Director: Michael Radermacher
Research focuses on the three-dimensional structure determination of macromolecular assemblies using electron microscopy combined with image processing.
The University supports an AAALAC-accredited animal research laboratory facility utilized for teaching and research activities.
Director: Mercedes Rincon
Dr. Mercedes Rincon, a member of the Immunobiology faculty, directs this facility. This facility is located within the Animal Facility in the Health Sciences Research Facility. It contains five bubble chambers for newly derived transgenic founders, storage rooms, and clean room housing the microinjecting laboratory. This laboratory is equipped with an inverted Diaphot 200 microscope, a MF-9 microfuge, a Sutter horizontal pipette puller, a PLI188 Nikon picoinjector, M0188 hydraulic manipulator, a gooseneck light guide-coupled SMZ-U stereoscope, CO2 incubator, refrigerator, CCD B&W camera, Panasonic Monitor and VCR. The transgenic facility itself has been created as a strict barrier facility to maintain a pathogen-free environment. It is funded partially by a Howard Hughes Medical Institute grant to UVM. Dr. Rincón has generated over 30 different transgenic mouse models for her own research and other investigators in the University since she established this facility four years ago. Embryonic stem cell cultures and blastocyst implantation techniques are established now at the facility by Dr. Rincón and John Dodge, the facility research coordinator, to generate knock-out mice.

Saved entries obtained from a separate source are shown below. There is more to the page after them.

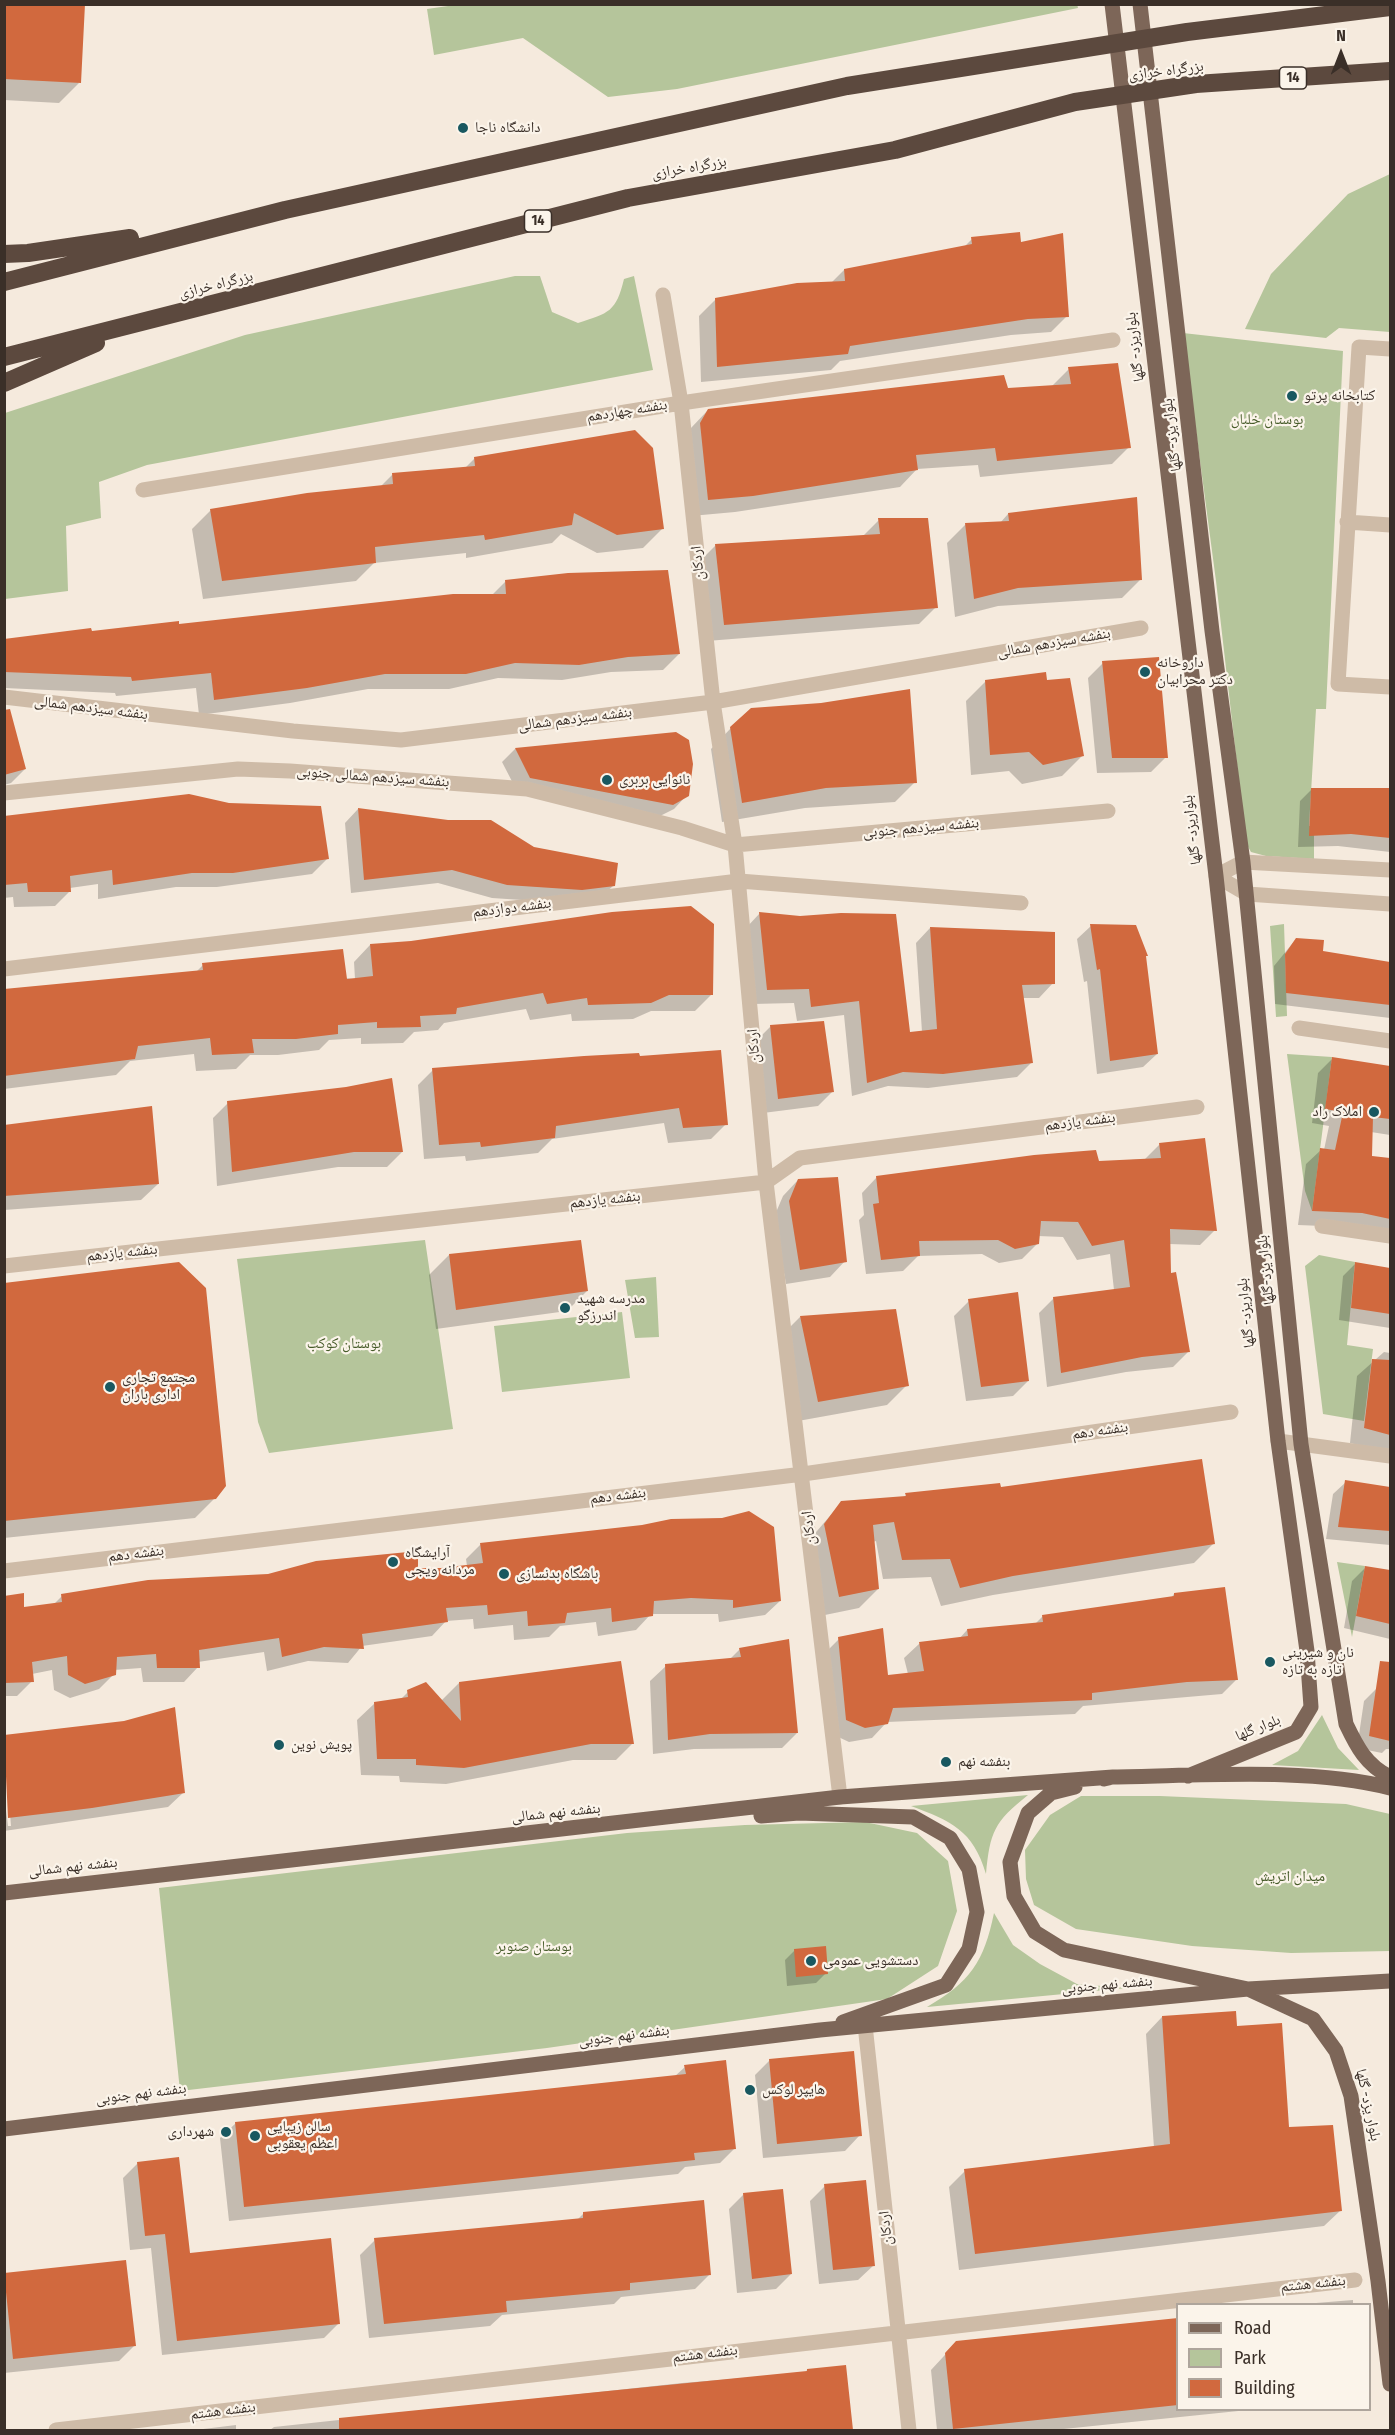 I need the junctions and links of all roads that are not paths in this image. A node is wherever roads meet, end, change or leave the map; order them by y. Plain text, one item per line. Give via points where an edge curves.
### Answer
1 (1112, 4) edge
2 (1140, 4) edge
3 (1390, 7) edge
4 (1390, 71) edge
5 (285, 210) junction
6 (4, 254) edge
7 (4, 282) edge
8 (663, 295) dead end
9 (139, 323) junction
10 (1113, 340) dead end
11 (1390, 349) edge
12 (4, 357) edge
13 (4, 384) edge
14 (681, 403) junction
15 (143, 490) dead end
16 (1347, 522) junction
17 (1390, 525) edge
18 (1141, 628) dead end
19 (1390, 687) edge
20 (4, 697) edge
21 (713, 702) junction
22 (4, 793) edge
23 (1108, 811) dead end
24 (735, 845) junction
25 (1243, 862) junction
26 (1390, 870) edge
27 (1216, 876) junction
28 (739, 881) junction
29 (1247, 894) junction
30 (1021, 903) dead end
31 (1390, 904) edge
32 (4, 969) edge
33 (1299, 1028) dead end
34 (1390, 1041) edge
35 (1197, 1107) dead end
36 (766, 1182) junction
37 (1322, 1226) dead end
38 (1390, 1236) edge
39 (4, 1266) edge
40 (1231, 1412) dead end
41 (1278, 1441) junction
42 (1301, 1444) junction
43 (1390, 1456) edge
44 (803, 1474) junction
45 (4, 1571) edge
46 (1307, 1652) joint
47 (1188, 1776) junction
48 (1113, 1777) junction
49 (1390, 1777) edge
50 (1390, 1788) edge
51 (840, 1797) junction
52 (618, 1824) junction
53 (4, 1893) edge
54 (1390, 1981) edge
55 (1248, 1989) junction
56 (865, 2025) junction
57 (820, 2030) junction
58 (4, 2129) edge
59 (1355, 2280) dead end
60 (897, 2331) junction
61 (1390, 2384) edge
62 (56, 2430) edge
63 (909, 2430) edge

1 - 27 main road, بلواریزد- گلها
2 - 25 main road, بلوار یزد- گلها via 1212,631
3 - 5 highway via 1187,32 847,86
4 - 9 highway, بزرگراه خرازی / 14 via 1196,84 1075,102 895,150 628,198
5 - 6 highway via 105,243
5 - 7 highway
8 - 14 street, اردکان
9 - 12 highway, بزرگراه خرازی / 14
9 - 13 highway
10 - 14 street, بنفشه چهاردهم
11 - 16 street via 1359,347
14 - 15 street, بنفشه چهاردهم
14 - 21 street, اردکان
16 - 17 street
16 - 19 street via 1338,684
18 - 21 street, بنفشه سیزدهم شمالی
20 - 21 street, بنفشه سیزدهم شمالی via 401,740
21 - 24 street, اردکان
22 - 24 street, بنفشه سیزدهم شمالی جنوبی via 238,769 290,771 527,789
23 - 24 street, بنفشه سیزدهم جنوبی
24 - 28 street, اردکان
25 - 26 street
25 - 27 street
25 - 29 main road
27 - 29 street
27 - 41 main road, بلواریزد- گلها
28 - 30 street, بنفشه دوازدهم
28 - 32 street, بنفشه دوازدهم
28 - 36 street, اردکان
29 - 31 street
29 - 42 main road, بلوار یزد-گلها
33 - 34 street
35 - 36 street, بنفشه یازدهم via 800,1158
36 - 39 street, بنفشه یازدهم
36 - 44 street, اردکان
37 - 38 street
40 - 44 street, بنفشه دهم
41 - 42 street
41 - 46 main road, بلواریزد- گلها
42 - 43 street
42 - 49 main road, بلوار یزد-گلها via 1346,1724 1360,1754
44 - 45 street, بنفشه دهم
44 - 51 street, اردکان
46 - 47 main road, بلوار گلها via 1311,1707 1296,1732
47 - 48 main road
47 - 50 main road via 1278,1776 1366,1782
48 - 51 main road, بنفشه نهم شمالی
48 - 55 main road via 1051,1793 1028,1813 1010,1862 1014,1896 1035,1932 1064,1950
51 - 52 main road, بنفشه نهم شمالی
52 - 53 main road, بنفشه نهم شمالی
52 - 57 main road via 857,1814 913,1817 950,1838 969,1869 977,1912 969,1949 946,1985
54 - 55 main road
55 - 56 main road, بنفشه نهم جنوبی
55 - 61 main road, بلوار یزد- گلها via 1314,2019 1336,2051 1351,2096
56 - 57 main road, بنفشه نهم جنوبی
56 - 60 street, اردکان
57 - 58 main road, بنفشه نهم جنوبی
59 - 60 street, بنفشه هشتم
60 - 62 street, بنفشه هشتم
60 - 63 street, اردکان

The Charles A. Dana Medical Library serves the information needs of the Academic Health Center at the University of Vermont. The Academic Health Center is comprised of the faculty, staff and students at UVM's College of Medicine and the College of Nursing and Health Sciences, as well as the physicians and other health care providers at Fletcher Allen Health Care. The Library also meets the health sciences information needs of the University of Vermonts undergraduate and graduate programs and is open to the citizens of the state of Vermont with health sciences information questions.